JPMorgan Chase & Co accused the trustee seeking $6.4 billion for victims of Bernard Madoff's Ponzi scheme of doing an end run around the law in pursuing his case, and said it has a right to a jury trial.

The second-largest U.S. bank said court-appointed trustee Irving Picard is exceeding his authority by suing in bankruptcy court, where a judge rather than a jury would decide the case.

It said the case instead belongs in district court, because it involves significant banking and securities law issues.

The trustee's massive damages action against JPMorgan bears no resemblance to a typical lawsuit commenced by a bankruptcy trustee, JPMorgan said in a court filing late Tuesday.

In substance, the trustee is trying to pursue an enormous back-door class action, it said.

Kevin McCue, a spokesman for Picard, did not respond to a request for a comment on Wednesday.

A ruling in the case could affect some other lawsuits that Picard has filed to recover money from companies and individuals he believes benefited from Madoff's estimated $65 billion Ponzi scheme, which was uncovered in December 2008.

JPMorgan has a good claim if laws other than bankruptcy laws are shown to be central, said Jean Braucher, resident scholar at the American Bankruptcy Institute.

In a major action such as this, which could be independent of the trustee winding up Madoff's brokerage house, a district court could decide to take the case anyway, she added.


Picard has filed lawsuits seeking more than $50 billion. Defendants include the owners of the New York Mets baseball team, from whom he seeks as much as $1 billion, and other banks such as HSBC Holdings Plc and UBS AG.

JPMorgan was the main banker for Madoff's firm, Bernard L. Madoff Investment Securities LLC, for more than 20 years. It has said it did not know about or assist in Madoff's fraud.

The crux of this lawsuit is that JPMorgan breached its duties as Madoff's banker, and hinges on what a bank's duties are when there are red flags about a customer, said Philip Bentley, a partner at Kramer Levin Naftalis & Frankel LLP.

The lawsuit is very different from most of Picard's lawsuits, which seek to claw back money from Madoff investors rather than seek damages for aiding and abetting a fraud, added Bentley, who represents some of these former investors.

Picard so far has recovered about $10 billion for former Madoff clients. The trustee is a partner at Baker & Hostetler LLP. JPMorgan's court filing was submitted by John Savarese, a partner at Wachtell Lipton Rosen & Katz.


In bankruptcy court papers unsealed on February 3, Picard accused JPMorgan of having significant doubts about Madoff but silently acquiescing in his fraud, hoping to preserve its own investments and its business relationship with Madoff.

He said these doubts were known to top bank officials, including a risk officer who said 18 months before the fraud was uncovered that there was a well-known cloud over Madoff.

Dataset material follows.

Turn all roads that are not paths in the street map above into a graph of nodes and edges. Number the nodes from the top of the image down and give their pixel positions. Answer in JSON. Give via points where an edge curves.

In Tuesday's filing, New York-based JPMorgan said the case requires a significant interpretation of federal banking and securities laws, including the Bank Secrecy Act and USA Patriot Act, and a decision on whether Picard has standing to sue.

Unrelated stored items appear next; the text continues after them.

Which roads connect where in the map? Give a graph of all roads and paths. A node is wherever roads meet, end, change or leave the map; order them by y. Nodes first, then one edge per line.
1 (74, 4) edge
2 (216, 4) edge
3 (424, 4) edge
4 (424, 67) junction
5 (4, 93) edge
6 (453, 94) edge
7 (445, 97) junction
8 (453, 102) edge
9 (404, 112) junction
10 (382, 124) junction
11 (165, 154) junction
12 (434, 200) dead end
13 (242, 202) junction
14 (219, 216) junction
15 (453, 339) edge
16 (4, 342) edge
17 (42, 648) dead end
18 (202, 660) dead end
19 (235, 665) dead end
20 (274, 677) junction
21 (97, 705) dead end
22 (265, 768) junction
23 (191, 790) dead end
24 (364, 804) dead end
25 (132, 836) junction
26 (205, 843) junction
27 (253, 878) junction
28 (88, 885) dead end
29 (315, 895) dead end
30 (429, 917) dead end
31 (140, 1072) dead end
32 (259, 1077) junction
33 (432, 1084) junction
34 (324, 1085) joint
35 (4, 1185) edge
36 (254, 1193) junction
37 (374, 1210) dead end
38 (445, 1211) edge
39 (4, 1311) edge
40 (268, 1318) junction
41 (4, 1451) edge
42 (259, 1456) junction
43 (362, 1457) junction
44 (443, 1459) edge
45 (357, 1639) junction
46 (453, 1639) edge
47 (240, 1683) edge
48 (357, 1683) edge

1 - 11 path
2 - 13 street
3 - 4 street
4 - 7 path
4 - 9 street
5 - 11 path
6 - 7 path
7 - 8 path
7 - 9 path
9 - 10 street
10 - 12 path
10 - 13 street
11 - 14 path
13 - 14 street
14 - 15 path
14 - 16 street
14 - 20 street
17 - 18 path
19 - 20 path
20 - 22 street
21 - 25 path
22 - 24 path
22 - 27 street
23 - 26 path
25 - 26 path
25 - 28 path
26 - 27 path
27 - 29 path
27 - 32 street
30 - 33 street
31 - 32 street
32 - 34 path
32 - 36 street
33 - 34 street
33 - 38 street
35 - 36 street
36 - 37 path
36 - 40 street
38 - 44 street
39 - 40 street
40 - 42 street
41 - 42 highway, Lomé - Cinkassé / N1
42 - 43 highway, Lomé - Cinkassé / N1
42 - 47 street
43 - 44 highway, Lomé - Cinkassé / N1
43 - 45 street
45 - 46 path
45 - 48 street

The trustee's claims raise fundamental questions, of great importance to the banking industry as a whole, as to whether banks such as JPMorgan have liability to private plaintiffs for fraud conducted by their customers, JPMorgan said. These issues fall outside the province of the bankruptcy court.

Madoff, 72, pleaded guilty in March 2009 and is now serving a 150-year sentence in a North Carolina federal prison.

The case is Picard v. JPMorgan Chase & Co et al, U.S. Bankruptcy Court, Southern District of New York, No. 10-ap-04932.